# Black Tiger Bay on 12/10/05



## JayBird (Dec 1, 2003)

Made it out to Black Tiger Bay on Saturday. The weather was decent to start but was freezing rain by the time we left. Caught 2 walleyes between 4 guys and 16 holes. Slowwwwww.


----------



## nodakoutdoors.com (Feb 27, 2002)

Just curious what the ice thickness was?


----------



## HonkerExpress (Sep 23, 2005)

Chris where I was it was anywhere from 7-9" thick. I just drove my 4-wheeler out there and popped a couple of holes until I was marking fish. Let me know if you have any other questions. I was using a Buckshot rattle jig as well. Let me know if you are planning on coming up and I will see ya on the ice.

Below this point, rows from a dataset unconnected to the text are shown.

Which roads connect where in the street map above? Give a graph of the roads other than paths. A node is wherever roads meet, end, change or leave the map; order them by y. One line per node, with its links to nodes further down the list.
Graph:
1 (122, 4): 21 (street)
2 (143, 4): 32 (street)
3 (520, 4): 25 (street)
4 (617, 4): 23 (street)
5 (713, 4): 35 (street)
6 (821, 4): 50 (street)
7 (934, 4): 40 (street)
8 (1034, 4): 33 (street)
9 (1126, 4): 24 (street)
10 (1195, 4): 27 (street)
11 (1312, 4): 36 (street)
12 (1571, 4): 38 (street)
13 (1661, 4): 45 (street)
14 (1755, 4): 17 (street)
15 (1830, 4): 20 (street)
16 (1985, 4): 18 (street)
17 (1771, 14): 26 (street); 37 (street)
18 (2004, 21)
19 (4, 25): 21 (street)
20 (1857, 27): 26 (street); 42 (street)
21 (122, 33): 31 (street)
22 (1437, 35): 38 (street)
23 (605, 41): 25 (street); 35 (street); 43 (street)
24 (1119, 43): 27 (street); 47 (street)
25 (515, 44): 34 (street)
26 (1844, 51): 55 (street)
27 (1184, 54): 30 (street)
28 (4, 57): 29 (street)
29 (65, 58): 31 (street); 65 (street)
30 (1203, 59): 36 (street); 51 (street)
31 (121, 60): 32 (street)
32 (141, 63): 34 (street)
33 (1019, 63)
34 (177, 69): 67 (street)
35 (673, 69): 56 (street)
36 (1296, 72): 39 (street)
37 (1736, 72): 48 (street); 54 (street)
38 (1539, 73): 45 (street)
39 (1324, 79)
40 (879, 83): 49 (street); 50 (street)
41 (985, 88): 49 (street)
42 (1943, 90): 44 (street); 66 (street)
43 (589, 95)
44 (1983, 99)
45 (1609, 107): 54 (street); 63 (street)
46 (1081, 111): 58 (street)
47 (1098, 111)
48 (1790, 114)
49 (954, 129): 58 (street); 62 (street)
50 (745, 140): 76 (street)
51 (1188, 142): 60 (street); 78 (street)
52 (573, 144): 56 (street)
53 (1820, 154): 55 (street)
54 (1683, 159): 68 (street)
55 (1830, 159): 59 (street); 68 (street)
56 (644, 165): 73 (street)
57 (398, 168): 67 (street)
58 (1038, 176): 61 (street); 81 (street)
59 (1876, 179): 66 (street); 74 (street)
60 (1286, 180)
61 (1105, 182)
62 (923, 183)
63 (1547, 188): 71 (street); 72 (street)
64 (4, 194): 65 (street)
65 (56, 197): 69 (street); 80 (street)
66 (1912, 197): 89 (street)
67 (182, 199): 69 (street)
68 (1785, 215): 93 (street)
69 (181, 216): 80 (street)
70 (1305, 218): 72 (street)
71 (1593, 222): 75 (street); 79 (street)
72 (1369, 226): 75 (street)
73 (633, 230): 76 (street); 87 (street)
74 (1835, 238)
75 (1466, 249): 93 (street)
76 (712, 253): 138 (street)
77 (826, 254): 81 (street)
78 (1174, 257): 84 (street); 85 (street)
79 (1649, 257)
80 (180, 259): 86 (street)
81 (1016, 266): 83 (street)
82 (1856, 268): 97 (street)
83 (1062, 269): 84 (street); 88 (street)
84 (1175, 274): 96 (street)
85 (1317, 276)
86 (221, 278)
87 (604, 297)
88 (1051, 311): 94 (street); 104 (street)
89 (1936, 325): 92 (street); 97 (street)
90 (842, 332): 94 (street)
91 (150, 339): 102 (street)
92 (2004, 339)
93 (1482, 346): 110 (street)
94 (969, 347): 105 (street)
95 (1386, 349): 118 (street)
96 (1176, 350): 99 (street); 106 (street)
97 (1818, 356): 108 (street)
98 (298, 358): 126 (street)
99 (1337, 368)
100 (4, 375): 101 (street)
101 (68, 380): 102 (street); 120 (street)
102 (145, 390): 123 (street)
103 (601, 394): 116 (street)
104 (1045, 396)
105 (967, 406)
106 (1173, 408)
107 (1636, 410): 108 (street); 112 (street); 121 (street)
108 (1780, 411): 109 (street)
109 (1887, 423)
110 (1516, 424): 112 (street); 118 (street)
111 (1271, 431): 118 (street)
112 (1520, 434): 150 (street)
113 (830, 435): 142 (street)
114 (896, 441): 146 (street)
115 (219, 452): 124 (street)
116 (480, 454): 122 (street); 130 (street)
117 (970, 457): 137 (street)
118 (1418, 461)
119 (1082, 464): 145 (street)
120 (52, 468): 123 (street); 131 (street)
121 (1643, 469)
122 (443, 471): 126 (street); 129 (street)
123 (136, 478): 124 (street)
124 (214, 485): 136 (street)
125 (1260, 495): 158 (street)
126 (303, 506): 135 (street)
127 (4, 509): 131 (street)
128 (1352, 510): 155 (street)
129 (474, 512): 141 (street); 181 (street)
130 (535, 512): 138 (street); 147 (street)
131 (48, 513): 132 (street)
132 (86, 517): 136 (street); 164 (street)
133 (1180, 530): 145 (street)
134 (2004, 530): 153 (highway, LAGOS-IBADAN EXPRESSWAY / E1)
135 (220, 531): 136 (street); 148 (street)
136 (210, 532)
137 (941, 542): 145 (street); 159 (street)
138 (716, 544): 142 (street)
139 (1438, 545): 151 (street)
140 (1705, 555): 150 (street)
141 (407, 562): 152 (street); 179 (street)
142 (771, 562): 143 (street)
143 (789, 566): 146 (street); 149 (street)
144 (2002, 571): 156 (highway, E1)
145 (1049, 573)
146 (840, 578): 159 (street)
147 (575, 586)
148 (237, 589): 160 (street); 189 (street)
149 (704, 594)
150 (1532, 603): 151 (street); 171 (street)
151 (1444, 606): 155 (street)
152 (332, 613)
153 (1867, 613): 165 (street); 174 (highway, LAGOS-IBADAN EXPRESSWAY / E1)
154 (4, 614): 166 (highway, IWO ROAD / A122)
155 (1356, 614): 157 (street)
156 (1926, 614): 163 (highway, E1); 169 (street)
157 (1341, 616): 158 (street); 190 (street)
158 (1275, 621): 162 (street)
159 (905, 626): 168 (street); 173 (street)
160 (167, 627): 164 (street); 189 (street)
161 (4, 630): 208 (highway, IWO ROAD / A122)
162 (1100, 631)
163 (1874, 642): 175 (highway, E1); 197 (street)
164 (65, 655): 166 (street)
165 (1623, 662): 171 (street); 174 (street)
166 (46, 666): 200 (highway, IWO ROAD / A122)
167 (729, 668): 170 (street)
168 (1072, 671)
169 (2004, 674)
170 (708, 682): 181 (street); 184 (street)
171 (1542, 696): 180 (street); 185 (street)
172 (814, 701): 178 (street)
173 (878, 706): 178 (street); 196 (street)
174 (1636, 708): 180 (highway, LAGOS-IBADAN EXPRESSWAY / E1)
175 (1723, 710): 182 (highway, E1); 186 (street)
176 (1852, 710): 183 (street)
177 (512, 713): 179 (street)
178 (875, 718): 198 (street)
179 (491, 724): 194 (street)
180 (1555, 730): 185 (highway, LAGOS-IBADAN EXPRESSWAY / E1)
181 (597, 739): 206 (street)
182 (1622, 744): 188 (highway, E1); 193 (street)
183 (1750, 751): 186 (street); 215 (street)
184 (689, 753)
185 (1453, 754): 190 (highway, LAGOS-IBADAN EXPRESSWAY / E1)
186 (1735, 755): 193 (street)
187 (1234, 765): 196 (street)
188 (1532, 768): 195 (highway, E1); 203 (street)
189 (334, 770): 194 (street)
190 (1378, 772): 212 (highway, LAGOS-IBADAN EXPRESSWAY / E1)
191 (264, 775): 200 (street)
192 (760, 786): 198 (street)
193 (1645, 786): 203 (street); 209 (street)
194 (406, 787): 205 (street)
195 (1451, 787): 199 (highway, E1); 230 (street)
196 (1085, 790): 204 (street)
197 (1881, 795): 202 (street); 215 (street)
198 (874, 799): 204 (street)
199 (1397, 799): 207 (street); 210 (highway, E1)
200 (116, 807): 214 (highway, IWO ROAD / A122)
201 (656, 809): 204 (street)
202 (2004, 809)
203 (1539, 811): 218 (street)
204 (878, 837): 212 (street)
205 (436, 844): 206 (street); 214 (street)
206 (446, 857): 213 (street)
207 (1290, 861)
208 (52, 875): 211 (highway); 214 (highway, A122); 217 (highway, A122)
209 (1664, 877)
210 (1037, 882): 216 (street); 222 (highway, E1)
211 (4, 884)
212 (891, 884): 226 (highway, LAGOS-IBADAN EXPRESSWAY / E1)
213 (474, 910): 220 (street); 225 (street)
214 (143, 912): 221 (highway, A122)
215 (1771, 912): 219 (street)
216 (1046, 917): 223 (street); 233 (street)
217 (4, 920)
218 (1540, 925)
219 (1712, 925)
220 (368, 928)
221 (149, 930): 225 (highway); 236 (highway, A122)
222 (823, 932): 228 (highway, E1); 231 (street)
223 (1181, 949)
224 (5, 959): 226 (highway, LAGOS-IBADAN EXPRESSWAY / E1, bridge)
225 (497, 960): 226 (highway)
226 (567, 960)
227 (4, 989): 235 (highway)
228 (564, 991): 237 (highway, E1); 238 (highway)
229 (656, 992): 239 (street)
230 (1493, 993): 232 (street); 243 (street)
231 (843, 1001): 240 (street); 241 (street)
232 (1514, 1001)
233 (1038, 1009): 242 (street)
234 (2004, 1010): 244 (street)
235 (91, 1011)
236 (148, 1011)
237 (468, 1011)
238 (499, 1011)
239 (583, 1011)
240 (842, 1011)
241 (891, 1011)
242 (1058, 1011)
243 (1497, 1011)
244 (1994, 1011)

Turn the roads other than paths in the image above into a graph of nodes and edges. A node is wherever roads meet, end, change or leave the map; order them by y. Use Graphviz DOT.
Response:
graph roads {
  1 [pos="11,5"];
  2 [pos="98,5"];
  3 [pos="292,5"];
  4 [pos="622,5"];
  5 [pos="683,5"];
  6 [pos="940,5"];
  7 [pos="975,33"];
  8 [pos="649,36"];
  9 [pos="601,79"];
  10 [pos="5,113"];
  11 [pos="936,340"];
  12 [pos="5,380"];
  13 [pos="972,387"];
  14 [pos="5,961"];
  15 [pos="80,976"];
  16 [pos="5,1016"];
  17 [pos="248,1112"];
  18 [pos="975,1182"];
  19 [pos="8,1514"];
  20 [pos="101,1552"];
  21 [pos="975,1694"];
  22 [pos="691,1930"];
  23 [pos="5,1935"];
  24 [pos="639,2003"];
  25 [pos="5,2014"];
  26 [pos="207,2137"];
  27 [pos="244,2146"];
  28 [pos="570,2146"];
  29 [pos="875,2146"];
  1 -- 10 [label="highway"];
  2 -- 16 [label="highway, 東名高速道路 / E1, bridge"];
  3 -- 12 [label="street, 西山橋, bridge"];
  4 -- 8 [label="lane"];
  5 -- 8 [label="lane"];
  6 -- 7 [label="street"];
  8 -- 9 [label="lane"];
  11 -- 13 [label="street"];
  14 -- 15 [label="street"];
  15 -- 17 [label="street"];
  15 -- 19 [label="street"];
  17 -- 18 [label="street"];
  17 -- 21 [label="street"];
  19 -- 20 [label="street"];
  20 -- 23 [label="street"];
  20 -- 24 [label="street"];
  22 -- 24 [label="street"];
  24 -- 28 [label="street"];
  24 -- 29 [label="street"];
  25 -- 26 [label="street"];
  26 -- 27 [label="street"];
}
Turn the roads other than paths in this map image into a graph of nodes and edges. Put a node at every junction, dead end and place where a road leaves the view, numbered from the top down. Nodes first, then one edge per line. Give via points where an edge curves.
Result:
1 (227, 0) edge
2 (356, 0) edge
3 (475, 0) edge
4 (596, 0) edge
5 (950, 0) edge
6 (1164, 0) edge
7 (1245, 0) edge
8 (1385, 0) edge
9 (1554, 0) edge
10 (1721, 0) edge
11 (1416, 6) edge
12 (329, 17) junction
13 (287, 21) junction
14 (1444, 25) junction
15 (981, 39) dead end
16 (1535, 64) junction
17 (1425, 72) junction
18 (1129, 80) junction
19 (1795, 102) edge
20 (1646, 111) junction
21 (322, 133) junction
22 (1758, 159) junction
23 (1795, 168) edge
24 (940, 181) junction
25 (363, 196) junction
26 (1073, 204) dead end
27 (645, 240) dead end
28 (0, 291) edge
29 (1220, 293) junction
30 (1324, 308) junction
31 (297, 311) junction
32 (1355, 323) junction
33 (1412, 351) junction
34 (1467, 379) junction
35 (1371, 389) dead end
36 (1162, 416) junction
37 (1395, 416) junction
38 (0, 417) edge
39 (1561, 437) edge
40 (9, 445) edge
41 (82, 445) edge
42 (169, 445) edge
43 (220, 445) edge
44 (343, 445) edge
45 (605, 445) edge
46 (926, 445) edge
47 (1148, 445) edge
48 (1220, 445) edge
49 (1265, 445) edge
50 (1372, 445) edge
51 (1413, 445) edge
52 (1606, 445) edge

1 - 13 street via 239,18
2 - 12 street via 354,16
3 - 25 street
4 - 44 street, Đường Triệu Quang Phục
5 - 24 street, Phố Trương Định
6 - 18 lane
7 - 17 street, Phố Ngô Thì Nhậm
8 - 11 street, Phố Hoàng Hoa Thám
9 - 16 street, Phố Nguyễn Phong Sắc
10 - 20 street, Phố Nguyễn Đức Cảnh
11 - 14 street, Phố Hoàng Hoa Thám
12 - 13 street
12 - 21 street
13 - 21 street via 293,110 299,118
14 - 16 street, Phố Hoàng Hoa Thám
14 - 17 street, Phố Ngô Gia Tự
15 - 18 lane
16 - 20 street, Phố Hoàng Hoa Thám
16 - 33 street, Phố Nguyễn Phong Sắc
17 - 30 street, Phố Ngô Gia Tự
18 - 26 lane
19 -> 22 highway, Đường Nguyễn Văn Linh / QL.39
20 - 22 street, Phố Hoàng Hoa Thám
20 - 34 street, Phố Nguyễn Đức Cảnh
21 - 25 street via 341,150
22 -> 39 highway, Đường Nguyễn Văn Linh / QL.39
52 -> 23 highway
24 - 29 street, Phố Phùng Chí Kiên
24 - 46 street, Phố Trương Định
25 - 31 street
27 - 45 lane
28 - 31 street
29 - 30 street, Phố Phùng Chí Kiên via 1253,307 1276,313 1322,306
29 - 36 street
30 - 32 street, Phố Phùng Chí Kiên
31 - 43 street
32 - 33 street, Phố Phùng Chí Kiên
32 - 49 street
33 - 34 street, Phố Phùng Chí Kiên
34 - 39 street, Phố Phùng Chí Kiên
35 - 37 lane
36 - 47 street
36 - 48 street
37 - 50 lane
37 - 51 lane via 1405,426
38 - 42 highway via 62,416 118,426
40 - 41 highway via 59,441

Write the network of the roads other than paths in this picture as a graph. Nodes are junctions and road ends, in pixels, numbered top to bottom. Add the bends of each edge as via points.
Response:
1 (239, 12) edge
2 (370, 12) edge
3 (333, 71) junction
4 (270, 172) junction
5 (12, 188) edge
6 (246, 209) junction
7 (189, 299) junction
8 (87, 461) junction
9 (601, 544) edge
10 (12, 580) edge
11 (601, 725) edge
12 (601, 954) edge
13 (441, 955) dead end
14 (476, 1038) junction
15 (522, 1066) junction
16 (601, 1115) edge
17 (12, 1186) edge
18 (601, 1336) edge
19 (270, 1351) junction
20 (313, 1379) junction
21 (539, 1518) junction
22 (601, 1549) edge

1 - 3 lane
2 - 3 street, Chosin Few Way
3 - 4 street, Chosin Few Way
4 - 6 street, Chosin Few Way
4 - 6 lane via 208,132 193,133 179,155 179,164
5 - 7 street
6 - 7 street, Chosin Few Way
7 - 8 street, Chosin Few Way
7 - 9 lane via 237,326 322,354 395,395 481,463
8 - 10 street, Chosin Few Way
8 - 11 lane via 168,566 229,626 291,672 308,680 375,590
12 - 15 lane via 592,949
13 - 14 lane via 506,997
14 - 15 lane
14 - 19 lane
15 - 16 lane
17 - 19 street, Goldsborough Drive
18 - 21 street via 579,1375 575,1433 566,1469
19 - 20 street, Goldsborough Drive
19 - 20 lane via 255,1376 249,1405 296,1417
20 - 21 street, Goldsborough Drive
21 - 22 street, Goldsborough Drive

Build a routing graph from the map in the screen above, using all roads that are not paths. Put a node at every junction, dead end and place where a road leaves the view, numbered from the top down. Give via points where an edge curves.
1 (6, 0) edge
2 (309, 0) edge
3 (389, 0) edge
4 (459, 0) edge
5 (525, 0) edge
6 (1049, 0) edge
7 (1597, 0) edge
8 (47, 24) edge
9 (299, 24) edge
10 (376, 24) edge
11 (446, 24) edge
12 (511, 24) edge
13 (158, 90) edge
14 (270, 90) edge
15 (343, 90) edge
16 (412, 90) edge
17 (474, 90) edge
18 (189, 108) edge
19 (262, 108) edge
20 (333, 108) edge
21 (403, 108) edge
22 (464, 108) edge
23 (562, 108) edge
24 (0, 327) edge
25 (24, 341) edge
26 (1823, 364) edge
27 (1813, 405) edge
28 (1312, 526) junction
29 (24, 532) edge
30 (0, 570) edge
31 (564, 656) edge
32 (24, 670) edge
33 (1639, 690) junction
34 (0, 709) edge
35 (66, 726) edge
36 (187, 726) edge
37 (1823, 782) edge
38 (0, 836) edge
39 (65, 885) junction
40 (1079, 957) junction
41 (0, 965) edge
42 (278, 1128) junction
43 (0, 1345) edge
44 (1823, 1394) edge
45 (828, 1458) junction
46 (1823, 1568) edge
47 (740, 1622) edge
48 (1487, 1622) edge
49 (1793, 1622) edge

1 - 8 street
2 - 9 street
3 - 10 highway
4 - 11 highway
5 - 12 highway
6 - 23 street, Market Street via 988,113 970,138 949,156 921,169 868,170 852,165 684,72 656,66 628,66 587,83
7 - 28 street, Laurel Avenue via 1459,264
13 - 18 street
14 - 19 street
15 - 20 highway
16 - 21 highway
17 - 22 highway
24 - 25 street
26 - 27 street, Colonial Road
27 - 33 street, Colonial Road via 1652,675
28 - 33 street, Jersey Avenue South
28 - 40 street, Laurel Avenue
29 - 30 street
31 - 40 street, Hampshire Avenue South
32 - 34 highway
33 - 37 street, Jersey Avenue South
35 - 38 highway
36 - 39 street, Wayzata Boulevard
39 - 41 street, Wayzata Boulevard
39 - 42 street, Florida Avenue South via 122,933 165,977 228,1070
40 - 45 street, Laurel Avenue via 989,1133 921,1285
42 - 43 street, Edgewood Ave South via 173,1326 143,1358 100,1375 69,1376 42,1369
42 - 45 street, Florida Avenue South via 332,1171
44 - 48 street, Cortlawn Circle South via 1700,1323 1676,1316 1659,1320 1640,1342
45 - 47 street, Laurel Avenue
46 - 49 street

Laters.


----------



## JayBird (Dec 1, 2003)

Sorry Chris, for not being able to reply to your message as I was away from the computer for a good week. Honker was right on the money as far as thickness.


----------



## duckslayer (Oct 30, 2003)

Its up to about a foot now in most places. Fished grahams island on saturday and had only 8 so it still varies. We walleye fished pelican on sunday and there was over 15 inches of good solid ice. 
Friday a friend of mine drove his 1/2 ton out on the flats. I wouldnt reccommend it but he did it anyway and it was fine. Should see people driving by the weekend.


----------